#### WORK INSTRUCTION:
Could you set down every entry below exactly as it is?
-------- DATA TO PROCESS --------
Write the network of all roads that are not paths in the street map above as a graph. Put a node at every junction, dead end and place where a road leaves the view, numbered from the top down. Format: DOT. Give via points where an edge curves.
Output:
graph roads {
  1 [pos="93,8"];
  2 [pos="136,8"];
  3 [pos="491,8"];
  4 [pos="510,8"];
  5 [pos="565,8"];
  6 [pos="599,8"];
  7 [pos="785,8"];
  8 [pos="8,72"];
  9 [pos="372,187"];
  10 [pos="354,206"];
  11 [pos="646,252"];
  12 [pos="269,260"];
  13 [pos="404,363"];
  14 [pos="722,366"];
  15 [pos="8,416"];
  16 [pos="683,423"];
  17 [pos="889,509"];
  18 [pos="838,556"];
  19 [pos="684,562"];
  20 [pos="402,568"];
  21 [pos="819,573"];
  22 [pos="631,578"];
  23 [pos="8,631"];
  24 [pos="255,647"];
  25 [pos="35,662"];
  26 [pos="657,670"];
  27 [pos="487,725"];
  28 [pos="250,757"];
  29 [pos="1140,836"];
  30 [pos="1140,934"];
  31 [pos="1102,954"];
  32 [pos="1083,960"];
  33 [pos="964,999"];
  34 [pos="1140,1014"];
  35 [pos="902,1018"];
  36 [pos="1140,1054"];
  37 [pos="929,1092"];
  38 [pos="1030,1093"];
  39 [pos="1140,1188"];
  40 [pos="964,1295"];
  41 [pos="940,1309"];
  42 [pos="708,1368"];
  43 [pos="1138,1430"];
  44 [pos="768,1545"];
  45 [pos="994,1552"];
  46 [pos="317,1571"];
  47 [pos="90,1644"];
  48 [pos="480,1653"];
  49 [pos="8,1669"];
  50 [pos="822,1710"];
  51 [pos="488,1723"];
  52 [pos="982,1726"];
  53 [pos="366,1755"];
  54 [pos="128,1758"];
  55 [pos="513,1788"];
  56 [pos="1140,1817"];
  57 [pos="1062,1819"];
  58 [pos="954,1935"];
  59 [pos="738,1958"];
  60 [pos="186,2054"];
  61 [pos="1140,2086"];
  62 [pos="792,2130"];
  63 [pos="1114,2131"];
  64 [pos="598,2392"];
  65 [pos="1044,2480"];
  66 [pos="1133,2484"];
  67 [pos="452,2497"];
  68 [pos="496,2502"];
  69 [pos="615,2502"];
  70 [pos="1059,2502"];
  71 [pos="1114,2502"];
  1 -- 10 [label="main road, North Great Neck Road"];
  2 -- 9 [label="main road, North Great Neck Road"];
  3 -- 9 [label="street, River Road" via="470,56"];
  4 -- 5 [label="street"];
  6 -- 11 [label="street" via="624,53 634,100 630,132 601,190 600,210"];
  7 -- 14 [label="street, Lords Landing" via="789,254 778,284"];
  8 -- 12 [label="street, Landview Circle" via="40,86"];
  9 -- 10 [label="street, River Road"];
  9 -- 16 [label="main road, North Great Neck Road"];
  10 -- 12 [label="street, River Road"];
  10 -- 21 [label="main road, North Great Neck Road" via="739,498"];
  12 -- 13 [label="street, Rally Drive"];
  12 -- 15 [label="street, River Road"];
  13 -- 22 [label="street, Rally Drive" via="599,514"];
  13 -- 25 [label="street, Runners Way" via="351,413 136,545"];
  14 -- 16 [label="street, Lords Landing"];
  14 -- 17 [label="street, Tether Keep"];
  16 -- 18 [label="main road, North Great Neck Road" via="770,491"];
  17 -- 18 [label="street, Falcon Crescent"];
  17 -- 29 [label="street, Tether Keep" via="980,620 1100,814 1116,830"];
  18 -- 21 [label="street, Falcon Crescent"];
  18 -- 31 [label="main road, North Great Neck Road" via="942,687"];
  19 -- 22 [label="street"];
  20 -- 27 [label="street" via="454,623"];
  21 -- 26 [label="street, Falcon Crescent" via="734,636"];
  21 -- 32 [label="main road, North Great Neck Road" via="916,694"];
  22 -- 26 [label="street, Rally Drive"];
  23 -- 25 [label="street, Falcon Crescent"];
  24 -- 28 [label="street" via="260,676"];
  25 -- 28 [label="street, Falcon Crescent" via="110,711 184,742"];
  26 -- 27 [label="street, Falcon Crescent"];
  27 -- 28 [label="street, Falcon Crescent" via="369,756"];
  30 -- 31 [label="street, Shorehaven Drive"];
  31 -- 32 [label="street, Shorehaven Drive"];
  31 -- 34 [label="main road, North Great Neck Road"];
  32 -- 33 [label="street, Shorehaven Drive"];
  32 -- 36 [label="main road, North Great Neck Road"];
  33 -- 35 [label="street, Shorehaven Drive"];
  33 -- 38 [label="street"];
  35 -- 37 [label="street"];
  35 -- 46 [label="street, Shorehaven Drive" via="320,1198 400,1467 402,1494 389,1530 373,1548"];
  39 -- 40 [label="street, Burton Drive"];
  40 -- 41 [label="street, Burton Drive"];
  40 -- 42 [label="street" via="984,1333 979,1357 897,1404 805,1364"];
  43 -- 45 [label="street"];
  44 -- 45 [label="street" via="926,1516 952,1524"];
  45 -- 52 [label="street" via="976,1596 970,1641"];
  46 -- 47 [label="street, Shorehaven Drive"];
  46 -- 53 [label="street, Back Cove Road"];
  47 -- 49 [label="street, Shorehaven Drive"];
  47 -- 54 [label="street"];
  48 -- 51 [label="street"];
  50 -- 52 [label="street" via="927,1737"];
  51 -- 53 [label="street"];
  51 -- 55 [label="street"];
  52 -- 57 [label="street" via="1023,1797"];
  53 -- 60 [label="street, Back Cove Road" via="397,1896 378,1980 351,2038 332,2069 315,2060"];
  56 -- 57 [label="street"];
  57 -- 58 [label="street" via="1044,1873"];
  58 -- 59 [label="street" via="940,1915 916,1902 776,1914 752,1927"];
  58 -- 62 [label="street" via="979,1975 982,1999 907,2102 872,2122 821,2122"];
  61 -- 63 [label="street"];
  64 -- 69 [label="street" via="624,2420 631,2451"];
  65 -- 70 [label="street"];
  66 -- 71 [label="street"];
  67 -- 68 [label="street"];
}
--------
#### TASK RESPONSE:
Write the network of all roads that are not paths in the street map above as a graph. Put a node at every junction, dead end and place where a road leaves the view, numbered from the top down. Format: DOT. Give via points where an edge curves.
Output:
graph roads {
  1 [pos="93,8"];
  2 [pos="136,8"];
  3 [pos="491,8"];
  4 [pos="510,8"];
  5 [pos="565,8"];
  6 [pos="599,8"];
  7 [pos="785,8"];
  8 [pos="8,72"];
  9 [pos="372,187"];
  10 [pos="354,206"];
  11 [pos="646,252"];
  12 [pos="269,260"];
  13 [pos="404,363"];
  14 [pos="722,366"];
  15 [pos="8,416"];
  16 [pos="683,423"];
  17 [pos="889,509"];
  18 [pos="838,556"];
  19 [pos="684,562"];
  20 [pos="402,568"];
  21 [pos="819,573"];
  22 [pos="631,578"];
  23 [pos="8,631"];
  24 [pos="255,647"];
  25 [pos="35,662"];
  26 [pos="657,670"];
  27 [pos="487,725"];
  28 [pos="250,757"];
  29 [pos="1140,836"];
  30 [pos="1140,934"];
  31 [pos="1102,954"];
  32 [pos="1083,960"];
  33 [pos="964,999"];
  34 [pos="1140,1014"];
  35 [pos="902,1018"];
  36 [pos="1140,1054"];
  37 [pos="929,1092"];
  38 [pos="1030,1093"];
  39 [pos="1140,1188"];
  40 [pos="964,1295"];
  41 [pos="940,1309"];
  42 [pos="708,1368"];
  43 [pos="1138,1430"];
  44 [pos="768,1545"];
  45 [pos="994,1552"];
  46 [pos="317,1571"];
  47 [pos="90,1644"];
  48 [pos="480,1653"];
  49 [pos="8,1669"];
  50 [pos="822,1710"];
  51 [pos="488,1723"];
  52 [pos="982,1726"];
  53 [pos="366,1755"];
  54 [pos="128,1758"];
  55 [pos="513,1788"];
  56 [pos="1140,1817"];
  57 [pos="1062,1819"];
  58 [pos="954,1935"];
  59 [pos="738,1958"];
  60 [pos="186,2054"];
  61 [pos="1140,2086"];
  62 [pos="792,2130"];
  63 [pos="1114,2131"];
  64 [pos="598,2392"];
  65 [pos="1044,2480"];
  66 [pos="1133,2484"];
  67 [pos="452,2497"];
  68 [pos="496,2502"];
  69 [pos="615,2502"];
  70 [pos="1059,2502"];
  71 [pos="1114,2502"];
  1 -- 10 [label="main road, North Great Neck Road"];
  2 -- 9 [label="main road, North Great Neck Road"];
  3 -- 9 [label="street, River Road" via="470,56"];
  4 -- 5 [label="street"];
  6 -- 11 [label="street" via="624,53 634,100 630,132 601,190 600,210"];
  7 -- 14 [label="street, Lords Landing" via="789,254 778,284"];
  8 -- 12 [label="street, Landview Circle" via="40,86"];
  9 -- 10 [label="street, River Road"];
  9 -- 16 [label="main road, North Great Neck Road"];
  10 -- 12 [label="street, River Road"];
  10 -- 21 [label="main road, North Great Neck Road" via="739,498"];
  12 -- 13 [label="street, Rally Drive"];
  12 -- 15 [label="street, River Road"];
  13 -- 22 [label="street, Rally Drive" via="599,514"];
  13 -- 25 [label="street, Runners Way" via="351,413 136,545"];
  14 -- 16 [label="street, Lords Landing"];
  14 -- 17 [label="street, Tether Keep"];
  16 -- 18 [label="main road, North Great Neck Road" via="770,491"];
  17 -- 18 [label="street, Falcon Crescent"];
  17 -- 29 [label="street, Tether Keep" via="980,620 1100,814 1116,830"];
  18 -- 21 [label="street, Falcon Crescent"];
  18 -- 31 [label="main road, North Great Neck Road" via="942,687"];
  19 -- 22 [label="street"];
  20 -- 27 [label="street" via="454,623"];
  21 -- 26 [label="street, Falcon Crescent" via="734,636"];
  21 -- 32 [label="main road, North Great Neck Road" via="916,694"];
  22 -- 26 [label="street, Rally Drive"];
  23 -- 25 [label="street, Falcon Crescent"];
  24 -- 28 [label="street" via="260,676"];
  25 -- 28 [label="street, Falcon Crescent" via="110,711 184,742"];
  26 -- 27 [label="street, Falcon Crescent"];
  27 -- 28 [label="street, Falcon Crescent" via="369,756"];
  30 -- 31 [label="street, Shorehaven Drive"];
  31 -- 32 [label="street, Shorehaven Drive"];
  31 -- 34 [label="main road, North Great Neck Road"];
  32 -- 33 [label="street, Shorehaven Drive"];
  32 -- 36 [label="main road, North Great Neck Road"];
  33 -- 35 [label="street, Shorehaven Drive"];
  33 -- 38 [label="street"];
  35 -- 37 [label="street"];
  35 -- 46 [label="street, Shorehaven Drive" via="320,1198 400,1467 402,1494 389,1530 373,1548"];
  39 -- 40 [label="street, Burton Drive"];
  40 -- 41 [label="street, Burton Drive"];
  40 -- 42 [label="street" via="984,1333 979,1357 897,1404 805,1364"];
  43 -- 45 [label="street"];
  44 -- 45 [label="street" via="926,1516 952,1524"];
  45 -- 52 [label="street" via="976,1596 970,1641"];
  46 -- 47 [label="street, Shorehaven Drive"];
  46 -- 53 [label="street, Back Cove Road"];
  47 -- 49 [label="street, Shorehaven Drive"];
  47 -- 54 [label="street"];
  48 -- 51 [label="street"];
  50 -- 52 [label="street" via="927,1737"];
  51 -- 53 [label="street"];
  51 -- 55 [label="street"];
  52 -- 57 [label="street" via="1023,1797"];
  53 -- 60 [label="street, Back Cove Road" via="397,1896 378,1980 351,2038 332,2069 315,2060"];
  56 -- 57 [label="street"];
  57 -- 58 [label="street" via="1044,1873"];
  58 -- 59 [label="street" via="940,1915 916,1902 776,1914 752,1927"];
  58 -- 62 [label="street" via="979,1975 982,1999 907,2102 872,2122 821,2122"];
  61 -- 63 [label="street"];
  64 -- 69 [label="street" via="624,2420 631,2451"];
  65 -- 70 [label="street"];
  66 -- 71 [label="street"];
  67 -- 68 [label="street"];
}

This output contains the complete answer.